-- Opening Marker --
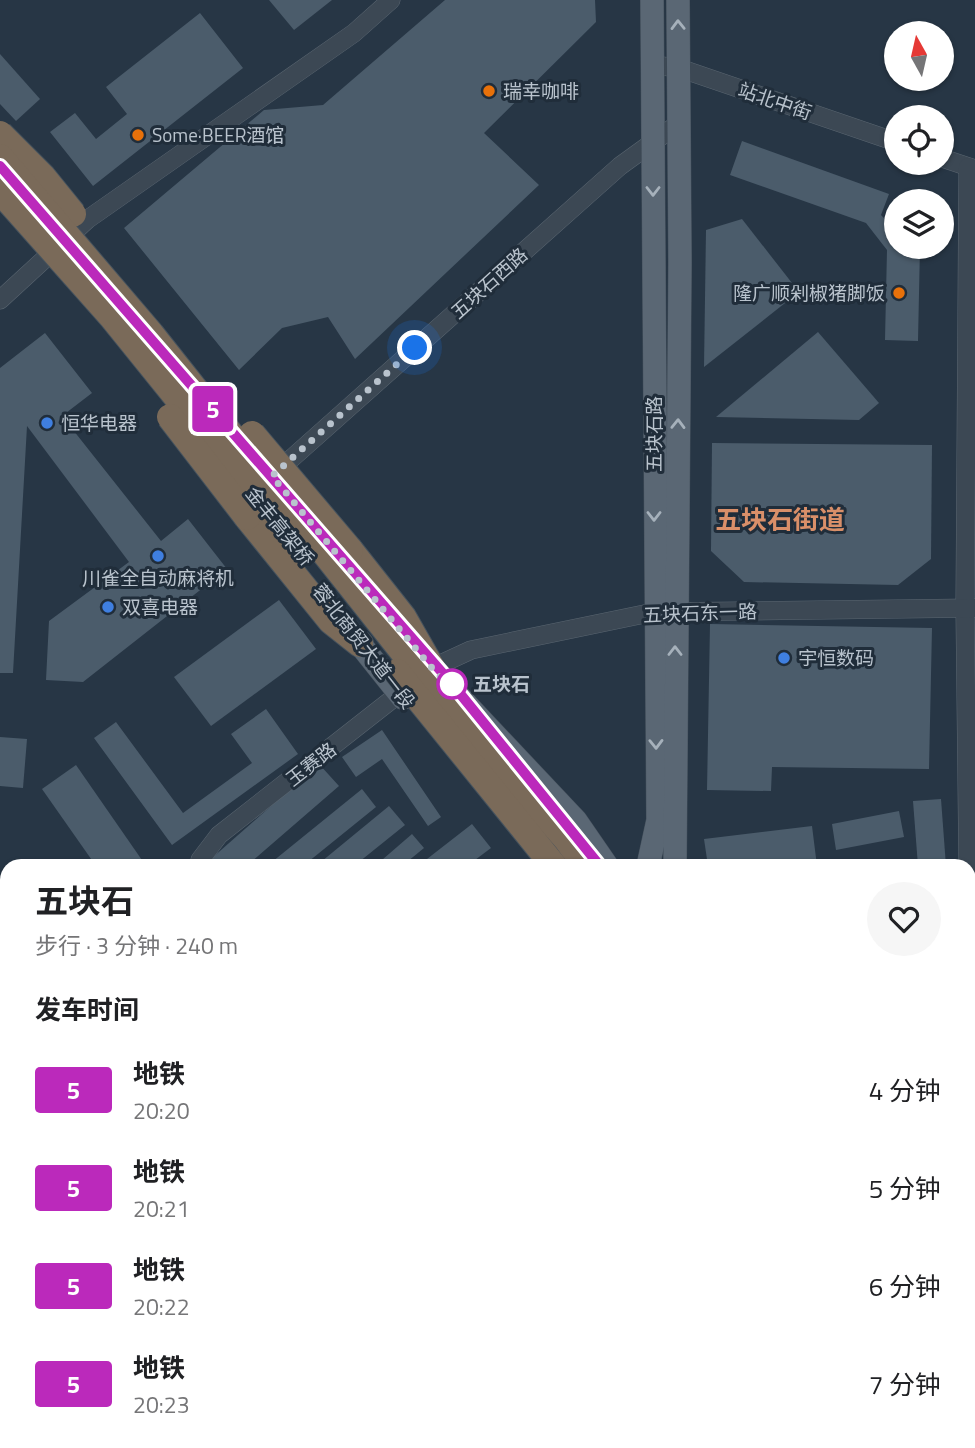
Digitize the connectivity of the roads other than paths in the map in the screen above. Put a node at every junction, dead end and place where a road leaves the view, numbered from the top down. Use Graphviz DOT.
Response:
graph roads {
  1 [pos="391,0"];
  2 [pos="652,0"];
  3 [pos="678,0"];
  4 [pos="653,65"];
  5 [pos="678,68"];
  6 [pos="678,124"];
  7 [pos="0,134"];
  8 [pos="884,138"];
  9 [pos="653,142"];
  10 [pos="0,151"];
  11 [pos="0,157"];
  12 [pos="954,162"];
  13 [pos="972,168"];
  14 [pos="0,191"];
  15 [pos="0,199"];
  16 [pos="0,205"];
  17 [pos="81,226"];
  18 [pos="52,252"];
  19 [pos="0,300"];
  20 [pos="971,415"];
  21 [pos="272,476"];
  22 [pos="970,608"];
  23 [pos="665,612"];
  24 [pos="359,644"];
  25 [pos="432,668"];
  26 [pos="400,694"];
  27 [pos="201,859"];
  28 [pos="535,859"];
  29 [pos="548,859"];
  30 [pos="581,859"];
  31 [pos="602,859"];
  32 [pos="649,859"];
  33 [pos="675,859"];
  34 [pos="968,859"];
  1 -- 17 [label="street"];
  2 -- 4 [label="main road, 五块石路"];
  5 -- 3 [label="main road, 五块石路, one-way"];
  4 -- 5 [label="street, 站北中街"];
  4 -- 9 [label="main road, 五块石路"];
  5 -- 6 [label="main road, 五块石路"];
  5 -- 8 [label="street, 站北中街"];
  6 -- 9 [label="street, 五块石西路"];
  23 -- 6 [label="main road, 五块石路, one-way"];
  7 -- 25 [label="highway, bridge"];
  9 -- 21 [label="street, 五块石西路"];
  9 -- 23 [label="main road, 五块石路, one-way"];
  10 -- 17 [label="main road, 蓉北商贸大道一段"];
  11 -- 30 [label="highway, 金丰高架桥, bridge"];
  12 -- 13 [label="street"];
  13 -- 20 [label="street"];
  14 -- 29 [label="highway, 金丰高架桥, bridge"];
  15 -- 18 [label="street, 蓉北商贸大道一段"];
  16 -- 24 [label="highway, bridge"];
  17 -- 18 [label="street"];
  17 -- 21 [label="main road, 蓉北商贸大道一段"];
  18 -- 19 [label="street"];
  18 -- 24 [label="main road, 蓉北商贸大道一段"];
  20 -- 22 [label="street"];
  21 -- 25 [label="main road, 蓉北商贸大道一段"];
  22 -- 23 [label="street, 五块石东一路"];
  22 -- 34 [label="street"];
  23 -- 25 [label="street, 五块石东一路"];
  23 -- 32 [label="main road, 五块石路, one-way"];
  33 -- 23 [label="main road, 五块石路, one-way"];
  24 -- 26 [label="main road, 蓉北商贸大道一段"];
  25 -- 26 [label="street, 玉赛路"];
  25 -- 31 [label="main road, 蓉北商贸大道一段"];
  26 -- 27 [label="street, 玉赛路"];
  26 -- 28 [label="main road, 蓉北商贸大道一段"];
}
-- Closing Marker --
# [Task directions]
If a line of the records above includes the word "roads", count it; state the final number with no other words.

# [Worked solution]
2